How to complete this task:
Without including any pictures, copy each entry below exactly.

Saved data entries
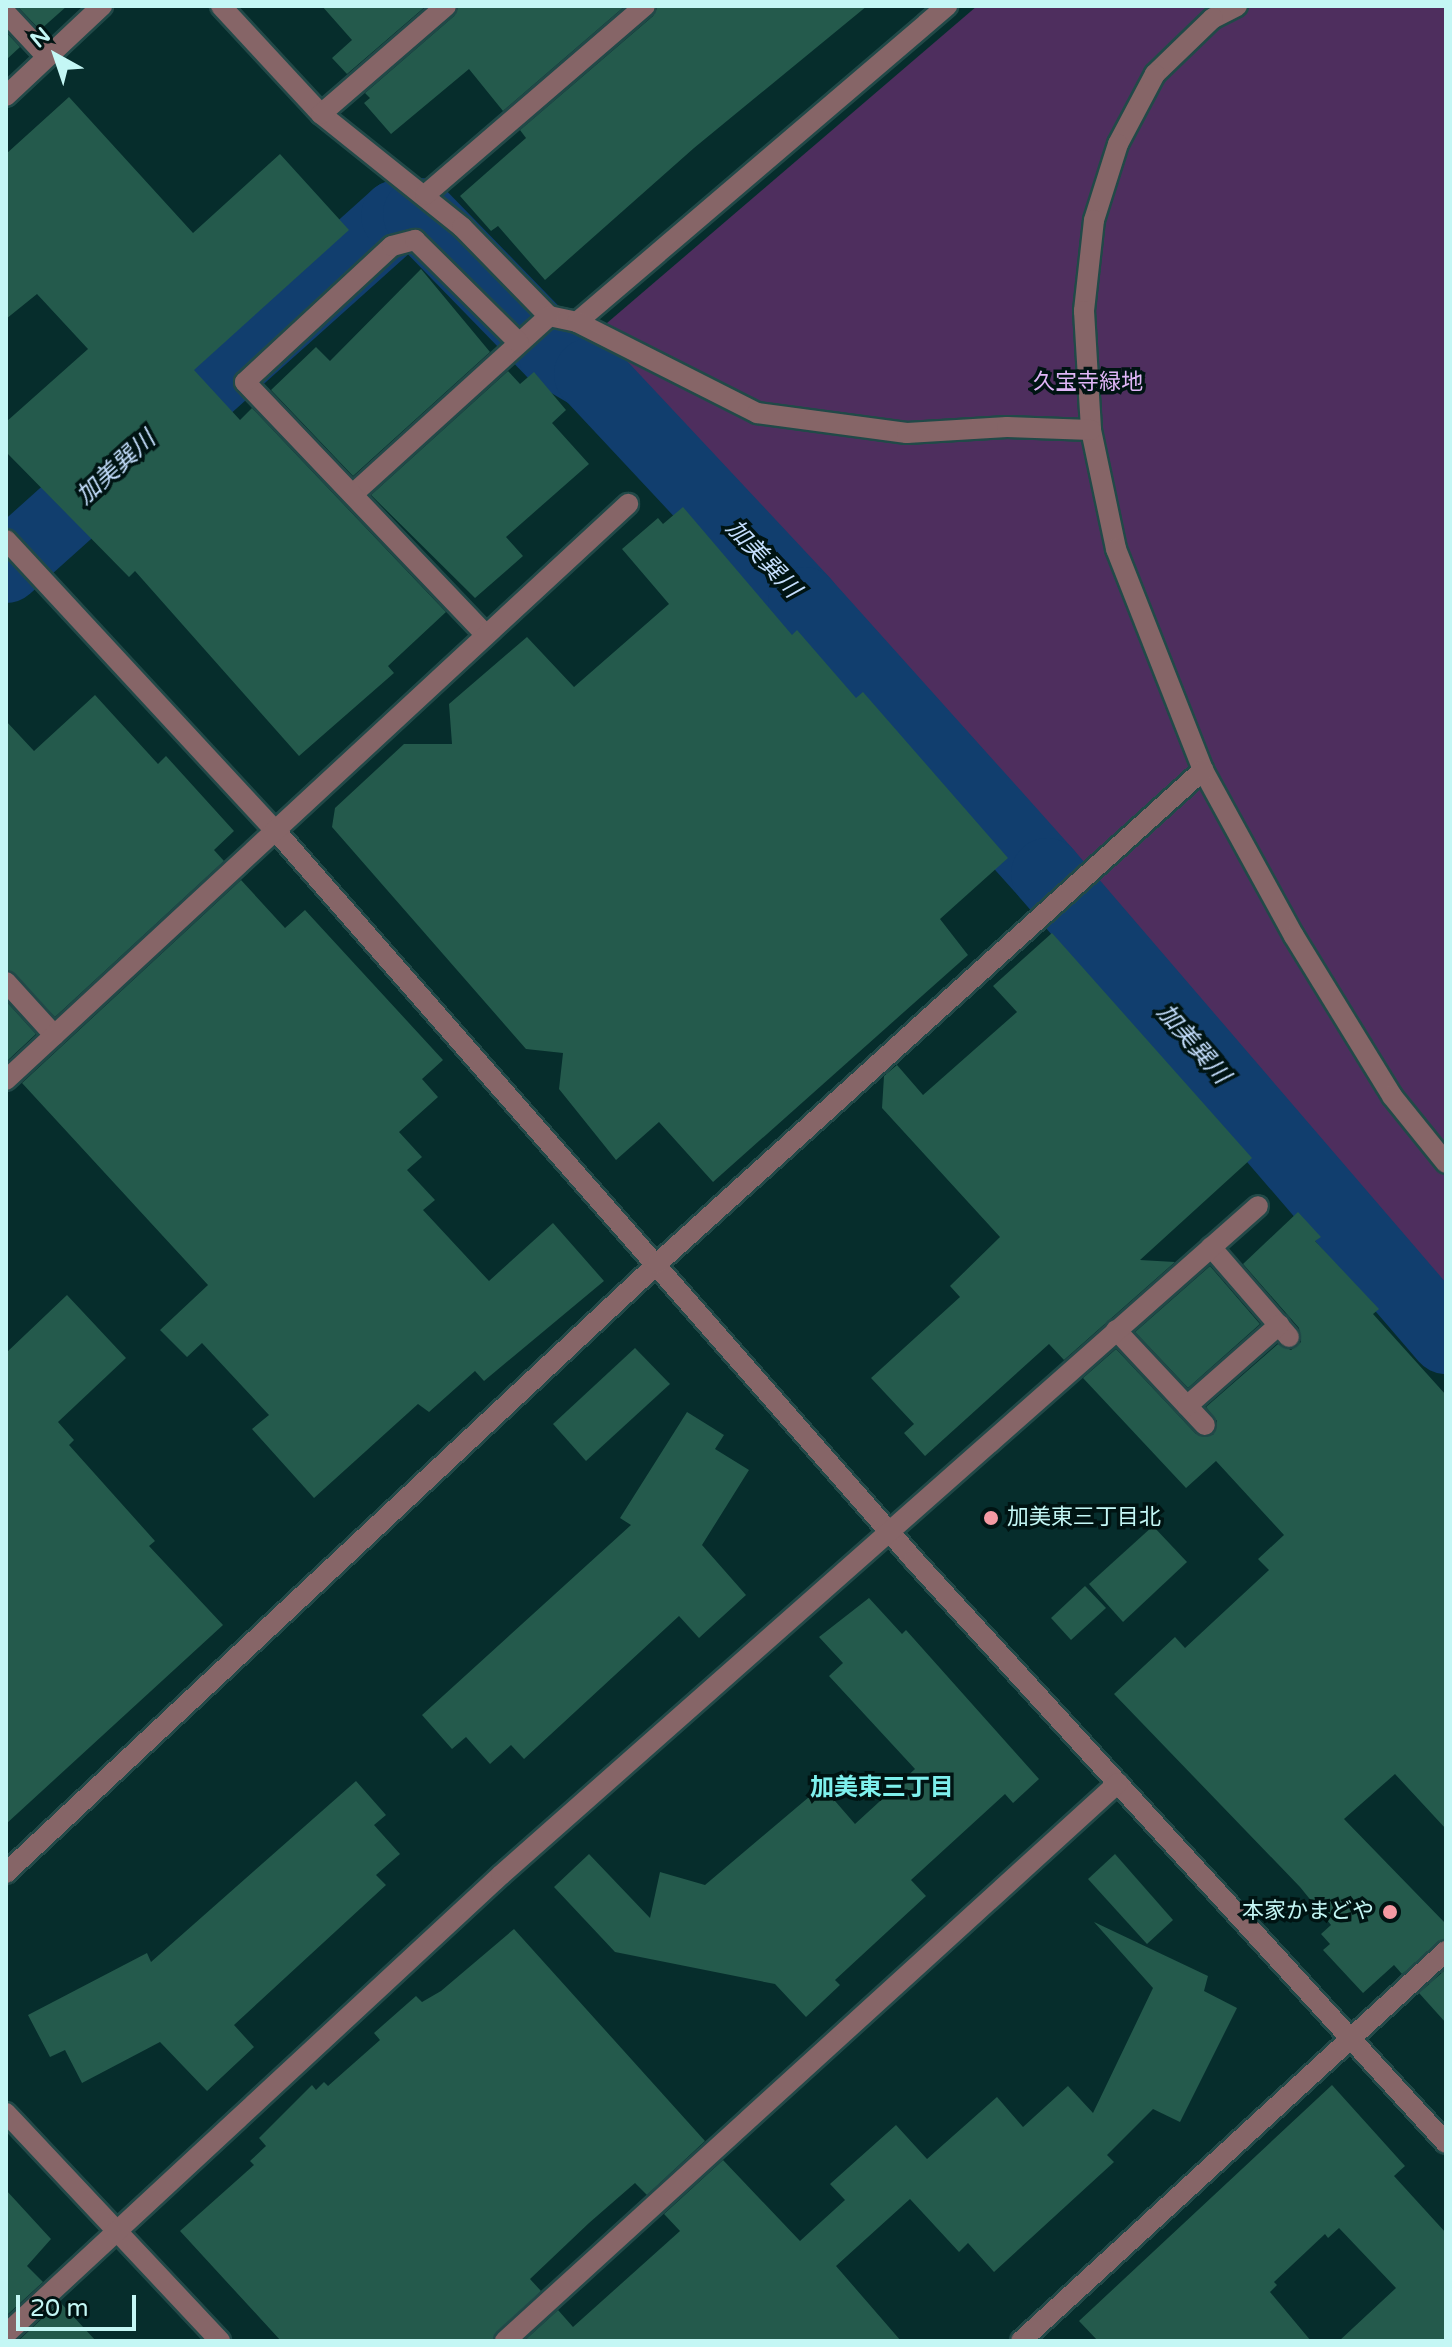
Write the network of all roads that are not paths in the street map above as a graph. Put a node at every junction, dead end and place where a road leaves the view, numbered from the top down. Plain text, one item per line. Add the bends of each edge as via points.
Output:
1 (102, 6) edge
2 (221, 6) edge
3 (446, 6) edge
4 (645, 6) edge
5 (947, 6) edge
6 (1237, 6) edge
7 (6, 13) edge
8 (47, 57) junction
9 (6, 96) edge
10 (321, 114) junction
11 (425, 195) junction
12 (549, 316) junction
13 (577, 322) junction
14 (519, 343) junction
15 (1091, 430) junction
16 (353, 494) junction
17 (628, 504) dead end
18 (6, 540) edge
19 (485, 634) junction
20 (1203, 770) junction
21 (275, 830) junction
22 (6, 982) edge
23 (54, 1035) junction
24 (6, 1080) edge
25 (1446, 1163) edge
26 (1258, 1206) dead end
27 (1211, 1247) junction
28 (658, 1263) junction
29 (1116, 1330) junction
30 (1187, 1406) junction
31 (1205, 1425) dead end
32 (888, 1529) junction
33 (1118, 1783) junction
34 (6, 1873) edge
35 (1446, 1951) edge
36 (1351, 2037) junction
37 (6, 2113) edge
38 (1446, 2143) edge
39 (118, 2230) junction
40 (6, 2334) edge
41 (220, 2341) edge
42 (505, 2341) edge
43 (1021, 2341) edge

1 - 8 street
2 - 10 street
3 - 10 street
4 - 11 street
5 - 13 street
6 - 15 street via 1213,18 1155,74 1118,144 1094,220 1084,311
7 - 8 street
8 - 9 street
10 - 11 street
11 - 12 street
12 - 13 street
12 - 14 street
13 - 15 street via 757,413 907,433 1007,427
14 - 16 street
14 - 16 street via 415,240 392,246 245,382
15 - 20 street via 1116,549
16 - 19 street
17 - 19 street
18 - 21 street
19 - 21 street
20 - 25 street via 1294,936 1392,1096
20 - 28 street
21 - 23 street
21 - 28 street
22 - 23 street
23 - 24 street
26 - 27 street
27 - 29 street
27 - 30 street via 1284,1331
28 - 32 street
28 - 34 street
29 - 30 street
29 - 32 street
30 - 31 street
32 - 33 street
32 - 39 street
33 - 36 street
33 - 42 street
35 - 36 street
36 - 38 street
36 - 43 street
37 - 39 street
39 - 40 street
39 - 41 street

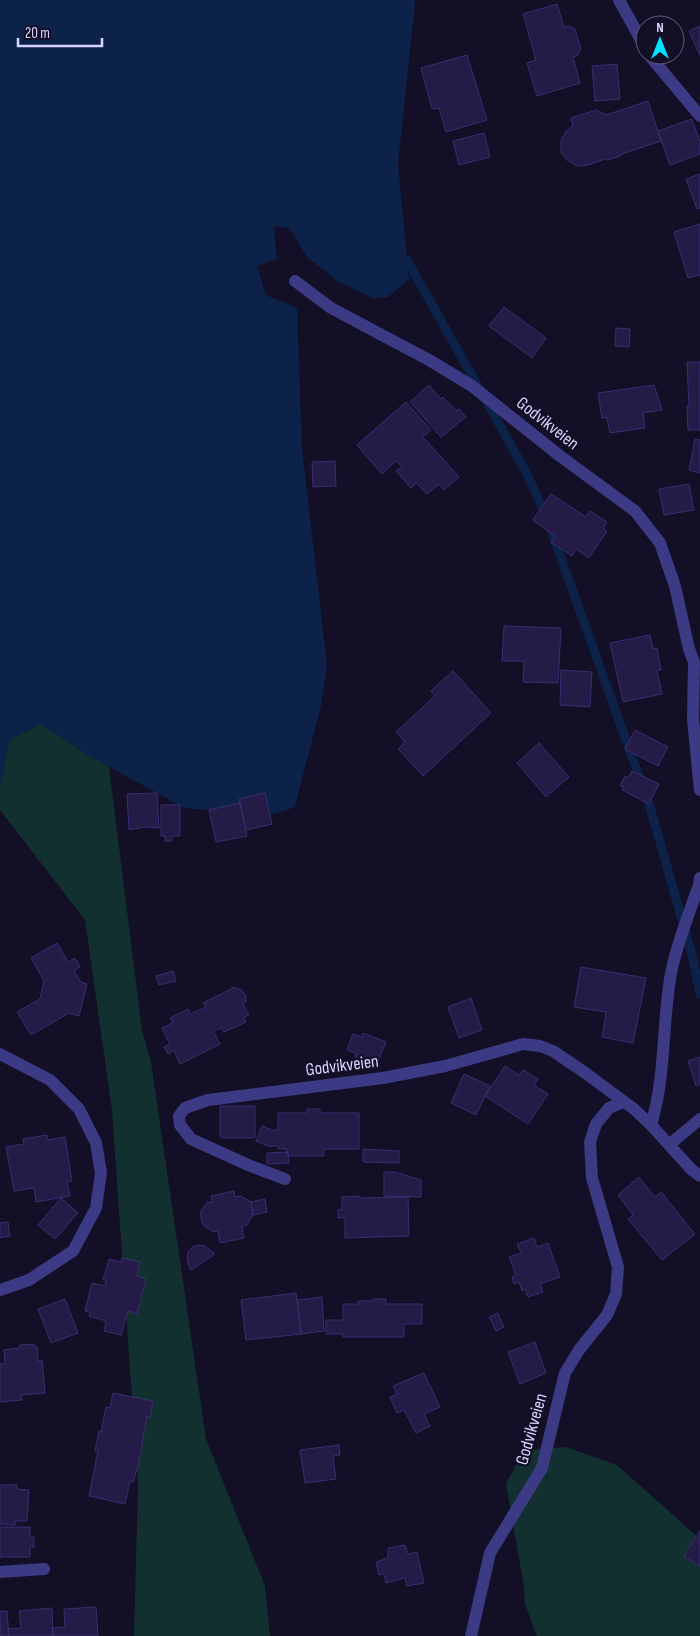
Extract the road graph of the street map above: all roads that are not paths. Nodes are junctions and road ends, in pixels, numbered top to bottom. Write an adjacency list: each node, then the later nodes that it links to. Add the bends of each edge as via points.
1 (619, 0): 2 (street)
2 (635, 30)
3 (657, 65): 4 (street)
4 (700, 116)
5 (296, 281): 6 (street, Godvikveien, via 331,308 472,386 635,511 660,543 675,586 689,649)
6 (697, 658): 7 (street, Godvikveien, via 693,719)
7 (700, 790)
8 (700, 878): 12 (street, via 671,974 658,1102)
9 (0, 1054): 16 (street, via 50,1080 79,1109 96,1143 101,1173 96,1208 73,1251 29,1280)
10 (623, 1102): 12 (street, Godvikveien); 15 (street, Godvikveien, via 553,1051 523,1044 445,1066 383,1078 208,1100 186,1108 179,1116 180,1125 190,1139); 19 (street, Godvikveien, via 609,1108 596,1124 590,1142 592,1178 618,1267 616,1294 607,1315 578,1350 565,1372 542,1468 490,1553)
11 (700, 1119): 13 (street)
12 (652, 1125): 13 (street, Godvikveien)
13 (669, 1145): 14 (street, Godvikveien)
14 (700, 1176)
15 (285, 1179)
16 (0, 1290)
17 (44, 1569): 18 (street)
18 (0, 1572)
19 (471, 1636)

Written solution:
Write the network of all roads that are not paths in the street map above as a graph. Put a node at every junction, dead end and place where a road leaves the view, numbered from the top down. Plain text, one item per line. Add the bends of each edge as via points.
Output:
1 (102, 6) edge
2 (221, 6) edge
3 (446, 6) edge
4 (645, 6) edge
5 (947, 6) edge
6 (1237, 6) edge
7 (6, 13) edge
8 (47, 57) junction
9 (6, 96) edge
10 (321, 114) junction
11 (425, 195) junction
12 (549, 316) junction
13 (577, 322) junction
14 (519, 343) junction
15 (1091, 430) junction
16 (353, 494) junction
17 (628, 504) dead end
18 (6, 540) edge
19 (485, 634) junction
20 (1203, 770) junction
21 (275, 830) junction
22 (6, 982) edge
23 (54, 1035) junction
24 (6, 1080) edge
25 (1446, 1163) edge
26 (1258, 1206) dead end
27 (1211, 1247) junction
28 (658, 1263) junction
29 (1116, 1330) junction
30 (1187, 1406) junction
31 (1205, 1425) dead end
32 (888, 1529) junction
33 (1118, 1783) junction
34 (6, 1873) edge
35 (1446, 1951) edge
36 (1351, 2037) junction
37 (6, 2113) edge
38 (1446, 2143) edge
39 (118, 2230) junction
40 (6, 2334) edge
41 (220, 2341) edge
42 (505, 2341) edge
43 (1021, 2341) edge

1 - 8 street
2 - 10 street
3 - 10 street
4 - 11 street
5 - 13 street
6 - 15 street via 1213,18 1155,74 1118,144 1094,220 1084,311
7 - 8 street
8 - 9 street
10 - 11 street
11 - 12 street
12 - 13 street
12 - 14 street
13 - 15 street via 757,413 907,433 1007,427
14 - 16 street
14 - 16 street via 415,240 392,246 245,382
15 - 20 street via 1116,549
16 - 19 street
17 - 19 street
18 - 21 street
19 - 21 street
20 - 25 street via 1294,936 1392,1096
20 - 28 street
21 - 23 street
21 - 28 street
22 - 23 street
23 - 24 street
26 - 27 street
27 - 29 street
27 - 30 street via 1284,1331
28 - 32 street
28 - 34 street
29 - 30 street
29 - 32 street
30 - 31 street
32 - 33 street
32 - 39 street
33 - 36 street
33 - 42 street
35 - 36 street
36 - 38 street
36 - 43 street
37 - 39 street
39 - 40 street
39 - 41 street

Extract the road graph of the street map above: all roads that are not paths. Nodes are junctions and road ends, in pixels, numbered top to bottom. Write an adjacency list: each node, then the later nodes that it links to. Add the bends of each edge as via points.
1 (619, 0): 2 (street)
2 (635, 30)
3 (657, 65): 4 (street)
4 (700, 116)
5 (296, 281): 6 (street, Godvikveien, via 331,308 472,386 635,511 660,543 675,586 689,649)
6 (697, 658): 7 (street, Godvikveien, via 693,719)
7 (700, 790)
8 (700, 878): 12 (street, via 671,974 658,1102)
9 (0, 1054): 16 (street, via 50,1080 79,1109 96,1143 101,1173 96,1208 73,1251 29,1280)
10 (623, 1102): 12 (street, Godvikveien); 15 (street, Godvikveien, via 553,1051 523,1044 445,1066 383,1078 208,1100 186,1108 179,1116 180,1125 190,1139); 19 (street, Godvikveien, via 609,1108 596,1124 590,1142 592,1178 618,1267 616,1294 607,1315 578,1350 565,1372 542,1468 490,1553)
11 (700, 1119): 13 (street)
12 (652, 1125): 13 (street, Godvikveien)
13 (669, 1145): 14 (street, Godvikveien)
14 (700, 1176)
15 (285, 1179)
16 (0, 1290)
17 (44, 1569): 18 (street)
18 (0, 1572)
19 (471, 1636)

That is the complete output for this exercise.